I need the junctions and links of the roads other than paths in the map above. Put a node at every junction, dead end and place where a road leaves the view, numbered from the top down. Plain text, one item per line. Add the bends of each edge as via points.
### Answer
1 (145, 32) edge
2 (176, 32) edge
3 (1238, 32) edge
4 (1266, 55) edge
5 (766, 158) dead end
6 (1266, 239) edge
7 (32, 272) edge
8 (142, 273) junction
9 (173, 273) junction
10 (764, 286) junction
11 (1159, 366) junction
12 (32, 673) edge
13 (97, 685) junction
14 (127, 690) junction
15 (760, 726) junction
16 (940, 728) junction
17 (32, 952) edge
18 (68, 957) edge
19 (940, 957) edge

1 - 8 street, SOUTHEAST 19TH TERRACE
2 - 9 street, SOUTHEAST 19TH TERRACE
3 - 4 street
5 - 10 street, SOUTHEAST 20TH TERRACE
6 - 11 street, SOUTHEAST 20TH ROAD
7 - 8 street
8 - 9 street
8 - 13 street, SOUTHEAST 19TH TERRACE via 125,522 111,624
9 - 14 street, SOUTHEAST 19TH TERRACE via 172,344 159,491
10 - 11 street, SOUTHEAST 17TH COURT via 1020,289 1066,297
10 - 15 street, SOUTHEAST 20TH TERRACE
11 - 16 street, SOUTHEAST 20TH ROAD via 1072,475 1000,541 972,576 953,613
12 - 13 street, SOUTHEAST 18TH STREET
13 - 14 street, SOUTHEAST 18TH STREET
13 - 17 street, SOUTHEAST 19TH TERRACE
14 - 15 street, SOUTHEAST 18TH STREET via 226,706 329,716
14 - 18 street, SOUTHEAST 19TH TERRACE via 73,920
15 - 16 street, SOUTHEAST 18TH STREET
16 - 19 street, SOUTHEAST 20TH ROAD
──────
### WORK ITEM
Please output the records once more, exactly as they were written.

### ANSWER BELOW
I need the junctions and links of the roads other than paths in the map above. Put a node at every junction, dead end and place where a road leaves the view, numbered from the top down. Plain text, one item per line. Add the bends of each edge as via points.
### Answer
1 (145, 32) edge
2 (176, 32) edge
3 (1238, 32) edge
4 (1266, 55) edge
5 (766, 158) dead end
6 (1266, 239) edge
7 (32, 272) edge
8 (142, 273) junction
9 (173, 273) junction
10 (764, 286) junction
11 (1159, 366) junction
12 (32, 673) edge
13 (97, 685) junction
14 (127, 690) junction
15 (760, 726) junction
16 (940, 728) junction
17 (32, 952) edge
18 (68, 957) edge
19 (940, 957) edge

1 - 8 street, SOUTHEAST 19TH TERRACE
2 - 9 street, SOUTHEAST 19TH TERRACE
3 - 4 street
5 - 10 street, SOUTHEAST 20TH TERRACE
6 - 11 street, SOUTHEAST 20TH ROAD
7 - 8 street
8 - 9 street
8 - 13 street, SOUTHEAST 19TH TERRACE via 125,522 111,624
9 - 14 street, SOUTHEAST 19TH TERRACE via 172,344 159,491
10 - 11 street, SOUTHEAST 17TH COURT via 1020,289 1066,297
10 - 15 street, SOUTHEAST 20TH TERRACE
11 - 16 street, SOUTHEAST 20TH ROAD via 1072,475 1000,541 972,576 953,613
12 - 13 street, SOUTHEAST 18TH STREET
13 - 14 street, SOUTHEAST 18TH STREET
13 - 17 street, SOUTHEAST 19TH TERRACE
14 - 15 street, SOUTHEAST 18TH STREET via 226,706 329,716
14 - 18 street, SOUTHEAST 19TH TERRACE via 73,920
15 - 16 street, SOUTHEAST 18TH STREET
16 - 19 street, SOUTHEAST 20TH ROAD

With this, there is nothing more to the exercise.